- [Task] State the number of lines in these records that include the string "solid", and say nothing more.

- [Provided data]
:::

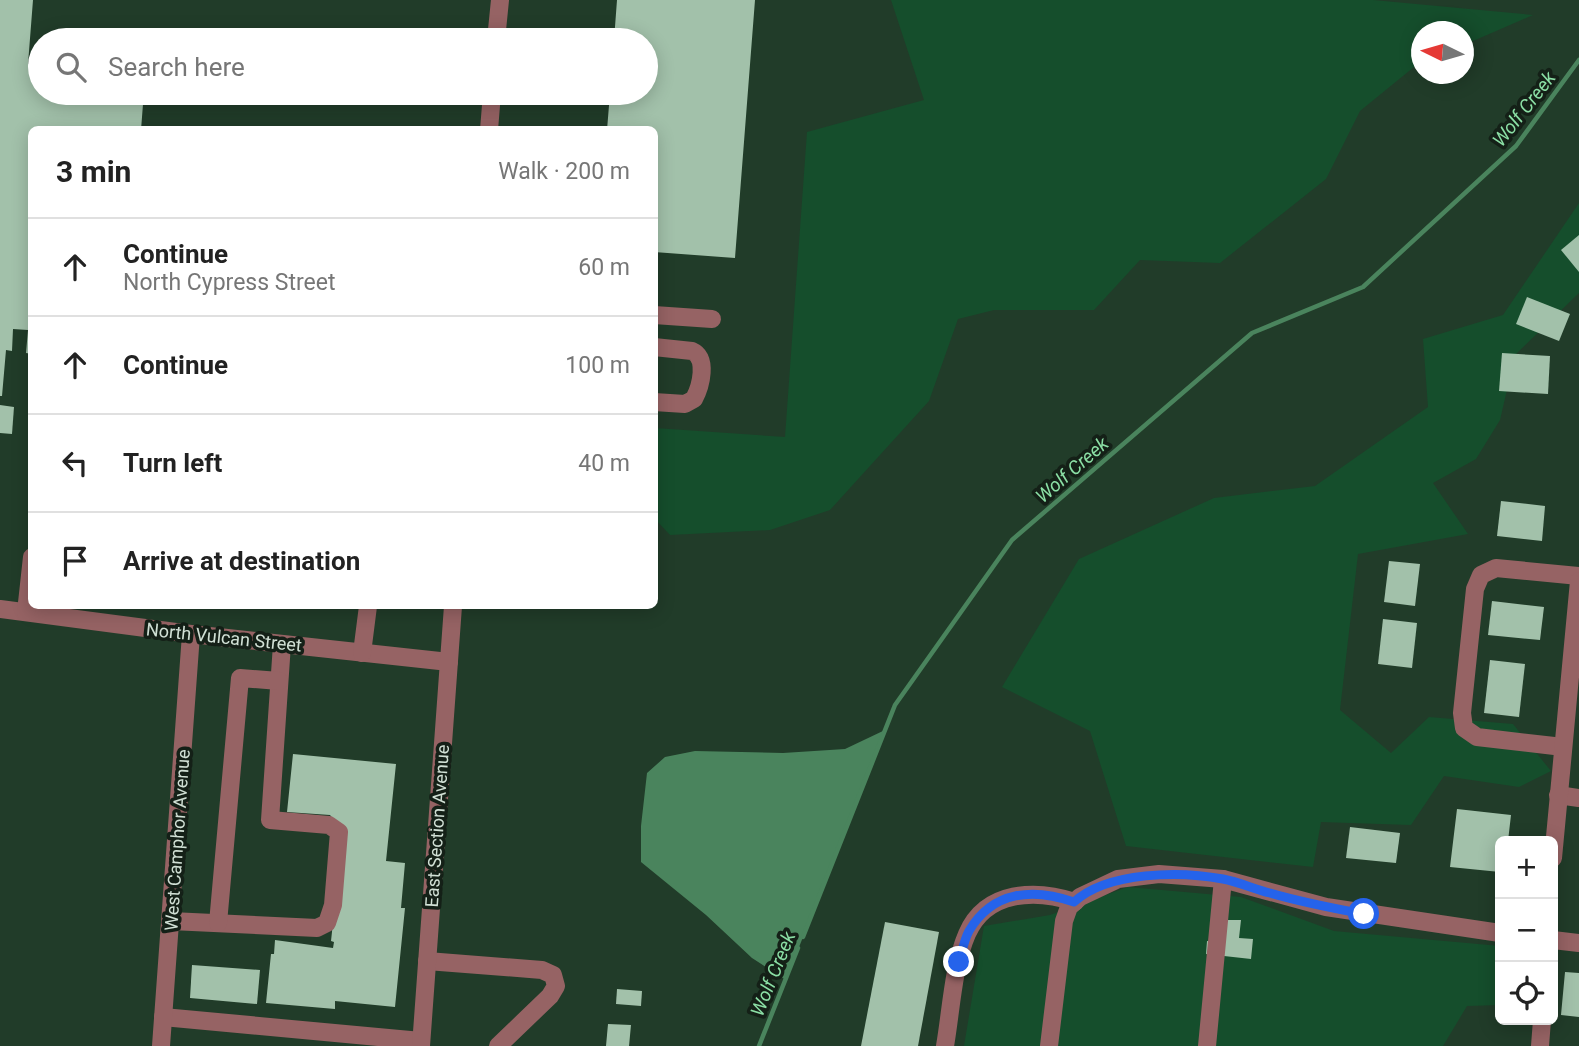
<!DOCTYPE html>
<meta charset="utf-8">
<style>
body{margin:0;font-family:Roboto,sans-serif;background:#f6f6f6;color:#222}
.controls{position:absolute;right:21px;bottom:21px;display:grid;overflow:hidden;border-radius:10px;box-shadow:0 4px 18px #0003}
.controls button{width:63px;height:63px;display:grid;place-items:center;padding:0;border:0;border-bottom:2px solid #e0e0e0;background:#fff;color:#222;font:35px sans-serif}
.compass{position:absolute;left:1411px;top:21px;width:63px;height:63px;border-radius:50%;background:#fff;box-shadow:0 4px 18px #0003;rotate:275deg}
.stop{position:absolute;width:21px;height:21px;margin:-16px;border:5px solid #2563eb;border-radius:50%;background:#fff}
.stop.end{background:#2563eb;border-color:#fff;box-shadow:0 2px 7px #0008}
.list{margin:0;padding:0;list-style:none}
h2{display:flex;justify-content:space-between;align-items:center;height:91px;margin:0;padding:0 28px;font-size:30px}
h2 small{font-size:23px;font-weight:400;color:#767676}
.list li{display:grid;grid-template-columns:46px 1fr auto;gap:21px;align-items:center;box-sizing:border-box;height:98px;padding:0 28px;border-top:2px solid #e0e0e0}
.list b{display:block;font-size:26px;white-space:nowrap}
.list p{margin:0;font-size:23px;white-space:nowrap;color:#767676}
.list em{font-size:23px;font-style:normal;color:#767676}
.icon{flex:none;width:38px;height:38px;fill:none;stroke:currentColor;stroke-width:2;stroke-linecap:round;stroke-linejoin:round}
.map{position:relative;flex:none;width:1579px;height:1046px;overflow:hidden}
.search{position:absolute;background:#fff;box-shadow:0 4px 18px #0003;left:28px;top:28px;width:630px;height:77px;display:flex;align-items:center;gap:18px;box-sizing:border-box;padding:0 24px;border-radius:38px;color:#767676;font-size:26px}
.panel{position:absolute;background:#fff;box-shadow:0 4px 18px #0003;left:28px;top:126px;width:630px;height:483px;border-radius:10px}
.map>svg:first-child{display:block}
.green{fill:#154e2c}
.water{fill:#4a845d}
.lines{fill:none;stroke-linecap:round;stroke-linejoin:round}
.stream{stroke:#4a845d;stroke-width:4.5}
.building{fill:#a2c1aa}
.minor{stroke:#966364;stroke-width:18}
.route{stroke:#2563eb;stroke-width:9}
.labels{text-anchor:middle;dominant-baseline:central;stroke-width:7;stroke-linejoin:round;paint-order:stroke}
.street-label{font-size:18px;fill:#d1e0d5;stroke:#142017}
.water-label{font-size:19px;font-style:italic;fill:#8bdfa5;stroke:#142017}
</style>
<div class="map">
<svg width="1579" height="1046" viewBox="0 0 1579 1046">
<rect width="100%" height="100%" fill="#213c29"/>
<g class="green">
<path d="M891 0H1373L1533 15 1464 45V32H1422L1421 64 1414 67 1360 111 1326 179 1220 263 1140 260 1094 310H994L958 319 929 401 830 510 770 530 670 535 655 519V428L785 437 807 132 924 100Z"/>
<path d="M1579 203V293L1515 355 1500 420 1476 459 1433 483 1468 534 1358 554 1340 710 1391 753 1429 717 1513 724 1551 771 1519 787 1444 776 1411 825 1321 822 1313 867 1126 846 1090 731 1002 687 1079 559 1214 498 1315 486 1428 407 1423 339 1503 315Z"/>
<path d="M1128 887 1241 897 1334 931 1500 946V1005L1467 1006 1443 1046H964L984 926 1050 915Z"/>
</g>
<path class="water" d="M885 730 786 980 752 958 706 915 641 862V826L647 773 665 757 695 751 783 753 845 749Z"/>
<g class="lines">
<g class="stream">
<path d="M803 937 895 705 1012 540 1252 333 1363 287 1516 146 1579 60"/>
<path d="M759 1046 798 948"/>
</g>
</g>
<g class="building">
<path d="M0 0H33L28 64 40 65V93H109L108 102 143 104 141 130H32V354L26 353 28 330 13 329 12 351 6 350 2 396H0Z"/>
<path d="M617 0H755L735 258 654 252V130H607L610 93H646V40H614Z"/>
<path d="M1579 235V272L1561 250Z"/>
<path d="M1527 297 1570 314 1559 341 1516 324Z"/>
<path d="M1502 353 1550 356 1548 394 1499 391Z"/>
<path d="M0 405 14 407 12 434 0 433Z"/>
<path d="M1501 501 1545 506 1542 541 1497 536Z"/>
<path d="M1389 561 1420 564 1415 606 1384 602Z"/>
<path d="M1492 601 1544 607 1540 640 1488 635Z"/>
<path d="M1383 619 1417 623 1412 668 1378 664Z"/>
<path d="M1490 660 1525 664 1519 717 1484 713Z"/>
<path d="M293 754 396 764 386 861 405 863 401 908H405L395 1007 335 1001V1009L266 1003 271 954H274L275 940 333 948 334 942 331 941 343 831 330 815 287 812Z"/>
<path d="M1457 809 1511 815 1508 841H1500V872L1450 867Z"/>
<path d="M1350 827 1400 833 1396 863 1346 858Z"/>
<path d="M1217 920H1241L1239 938 1253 939 1251 959 1206 954 1207 941 1216 942Z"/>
<path d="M885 922 939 932 918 1046H861Z"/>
<path d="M192 965 260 970 257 1004 190 998Z"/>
<path d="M1565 972 1579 973V1017L1561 1015Z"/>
<path d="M617 989 642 991 641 1006 616 1004Z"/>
<path d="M608 1024 631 1025 629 1046H606Z"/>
</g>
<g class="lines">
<g class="minor">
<path d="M496 40 500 0"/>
<path d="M489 130 492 93"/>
<path d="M654 315 712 319"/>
<path d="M654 347 692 351C708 358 701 386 694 399L685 404 654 402"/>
<path d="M0 609 191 634 449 662"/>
<path d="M26 612 32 557"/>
<path d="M362 653 368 606"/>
<path d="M1563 747 1477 737 1464 728 1462 713 1475 589 1481 575 1496 568 1579 576"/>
<path d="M1558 795 1579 798"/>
<path d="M1553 858 1579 581"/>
<path d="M171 921 317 928 327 923 333 905 339 832 329 825 270 820 282 644"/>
<path d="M218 923 240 678 279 681"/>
<path d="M1553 940 1579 943"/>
<path d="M427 961 542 970 553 975 556 986 550 996 498 1046"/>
<path d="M163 1017 421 1041"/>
<path d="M161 1046 191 634"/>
<path d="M421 1046 453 606"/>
<path d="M945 1046C951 1012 953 966 967 934 986 890 1036 889 1075 902"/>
<path d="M1049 1046 1064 921 1069 907 1080 897 1118 879 1159 874 1223 879 1326 907 1500 933"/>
<path d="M1207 1046 1223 879"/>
<path d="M1540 1046 1542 1020"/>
</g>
</g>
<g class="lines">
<path class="route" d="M959 962C962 952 964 940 969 931 993 890 1034 888 1074 902 1108 871 1181 871 1223 879 1239 882 1254 889 1270 893 1301 902 1332 908 1364 914"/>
</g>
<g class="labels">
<g class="street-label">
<text transform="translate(224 637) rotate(6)">North Vulcan Street</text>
<text transform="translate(437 826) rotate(-86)">East Section Avenue</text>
<text transform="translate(177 840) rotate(-86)">West Camphor Avenue</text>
</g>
<g class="water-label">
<text transform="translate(1524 109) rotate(-52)">Wolf Creek</text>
<text transform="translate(1072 470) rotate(-41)">Wolf Creek</text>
<text transform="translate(773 974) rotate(-68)">Wolf Creek</text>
</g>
</g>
</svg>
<div class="controls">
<button>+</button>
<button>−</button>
<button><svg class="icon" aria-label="locate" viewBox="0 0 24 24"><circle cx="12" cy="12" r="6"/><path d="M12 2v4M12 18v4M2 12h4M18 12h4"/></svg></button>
</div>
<svg class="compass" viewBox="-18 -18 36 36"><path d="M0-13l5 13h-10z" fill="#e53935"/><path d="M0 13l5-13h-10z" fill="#767676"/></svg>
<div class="stop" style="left:1364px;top:914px"></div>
<div class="stop end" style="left:959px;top:962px"></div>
<div class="search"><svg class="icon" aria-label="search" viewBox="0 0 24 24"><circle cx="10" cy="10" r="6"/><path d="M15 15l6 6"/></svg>Search here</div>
<section class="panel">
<h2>3 min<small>Walk · 200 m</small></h2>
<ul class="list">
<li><svg class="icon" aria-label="ahead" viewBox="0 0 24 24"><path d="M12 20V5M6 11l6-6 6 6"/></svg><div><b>Continue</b><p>North Cypress Street</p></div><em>60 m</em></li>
<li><svg class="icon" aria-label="ahead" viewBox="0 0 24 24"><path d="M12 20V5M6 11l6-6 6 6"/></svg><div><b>Continue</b></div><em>100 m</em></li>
<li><svg class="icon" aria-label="left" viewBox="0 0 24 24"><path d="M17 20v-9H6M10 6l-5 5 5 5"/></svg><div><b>Turn left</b></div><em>40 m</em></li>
<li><svg class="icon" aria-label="arrive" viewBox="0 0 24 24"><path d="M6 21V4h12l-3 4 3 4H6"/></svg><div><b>Arrive at destination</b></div></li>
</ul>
</section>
</div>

:::

- [Task response] 3